Exercise requirements: Output the records. Match them exactly.

Working data:
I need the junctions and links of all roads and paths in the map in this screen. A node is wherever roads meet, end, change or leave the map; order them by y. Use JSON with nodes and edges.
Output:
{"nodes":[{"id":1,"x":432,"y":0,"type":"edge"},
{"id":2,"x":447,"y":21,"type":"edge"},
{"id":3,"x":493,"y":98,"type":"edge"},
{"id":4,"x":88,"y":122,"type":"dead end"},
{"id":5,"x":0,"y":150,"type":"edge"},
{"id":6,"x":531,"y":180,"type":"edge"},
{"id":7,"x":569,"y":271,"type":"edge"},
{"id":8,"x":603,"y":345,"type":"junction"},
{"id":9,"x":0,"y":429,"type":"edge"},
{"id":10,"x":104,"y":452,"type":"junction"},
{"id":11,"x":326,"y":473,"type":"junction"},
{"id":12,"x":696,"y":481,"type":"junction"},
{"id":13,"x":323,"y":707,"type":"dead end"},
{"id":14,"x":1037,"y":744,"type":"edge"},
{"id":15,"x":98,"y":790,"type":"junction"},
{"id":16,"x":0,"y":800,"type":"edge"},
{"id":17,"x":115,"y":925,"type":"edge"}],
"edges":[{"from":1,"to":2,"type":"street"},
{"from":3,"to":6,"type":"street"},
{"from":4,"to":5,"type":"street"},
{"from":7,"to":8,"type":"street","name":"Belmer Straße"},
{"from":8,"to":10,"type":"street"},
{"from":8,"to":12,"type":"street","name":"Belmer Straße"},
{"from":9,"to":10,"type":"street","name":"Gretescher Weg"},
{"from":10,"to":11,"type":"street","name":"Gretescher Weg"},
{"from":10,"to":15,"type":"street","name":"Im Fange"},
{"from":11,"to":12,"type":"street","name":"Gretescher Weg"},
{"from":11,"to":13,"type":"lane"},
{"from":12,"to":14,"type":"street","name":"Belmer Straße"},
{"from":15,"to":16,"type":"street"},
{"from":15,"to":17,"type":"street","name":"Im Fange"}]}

Expected output:
I need the junctions and links of all roads and paths in the map in this screen. A node is wherever roads meet, end, change or leave the map; order them by y. Use JSON with nodes and edges.
Output:
{"nodes":[{"id":1,"x":432,"y":0,"type":"edge"},
{"id":2,"x":447,"y":21,"type":"edge"},
{"id":3,"x":493,"y":98,"type":"edge"},
{"id":4,"x":88,"y":122,"type":"dead end"},
{"id":5,"x":0,"y":150,"type":"edge"},
{"id":6,"x":531,"y":180,"type":"edge"},
{"id":7,"x":569,"y":271,"type":"edge"},
{"id":8,"x":603,"y":345,"type":"junction"},
{"id":9,"x":0,"y":429,"type":"edge"},
{"id":10,"x":104,"y":452,"type":"junction"},
{"id":11,"x":326,"y":473,"type":"junction"},
{"id":12,"x":696,"y":481,"type":"junction"},
{"id":13,"x":323,"y":707,"type":"dead end"},
{"id":14,"x":1037,"y":744,"type":"edge"},
{"id":15,"x":98,"y":790,"type":"junction"},
{"id":16,"x":0,"y":800,"type":"edge"},
{"id":17,"x":115,"y":925,"type":"edge"}],
"edges":[{"from":1,"to":2,"type":"street"},
{"from":3,"to":6,"type":"street"},
{"from":4,"to":5,"type":"street"},
{"from":7,"to":8,"type":"street","name":"Belmer Straße"},
{"from":8,"to":10,"type":"street"},
{"from":8,"to":12,"type":"street","name":"Belmer Straße"},
{"from":9,"to":10,"type":"street","name":"Gretescher Weg"},
{"from":10,"to":11,"type":"street","name":"Gretescher Weg"},
{"from":10,"to":15,"type":"street","name":"Im Fange"},
{"from":11,"to":12,"type":"street","name":"Gretescher Weg"},
{"from":11,"to":13,"type":"lane"},
{"from":12,"to":14,"type":"street","name":"Belmer Straße"},
{"from":15,"to":16,"type":"street"},
{"from":15,"to":17,"type":"street","name":"Im Fange"}]}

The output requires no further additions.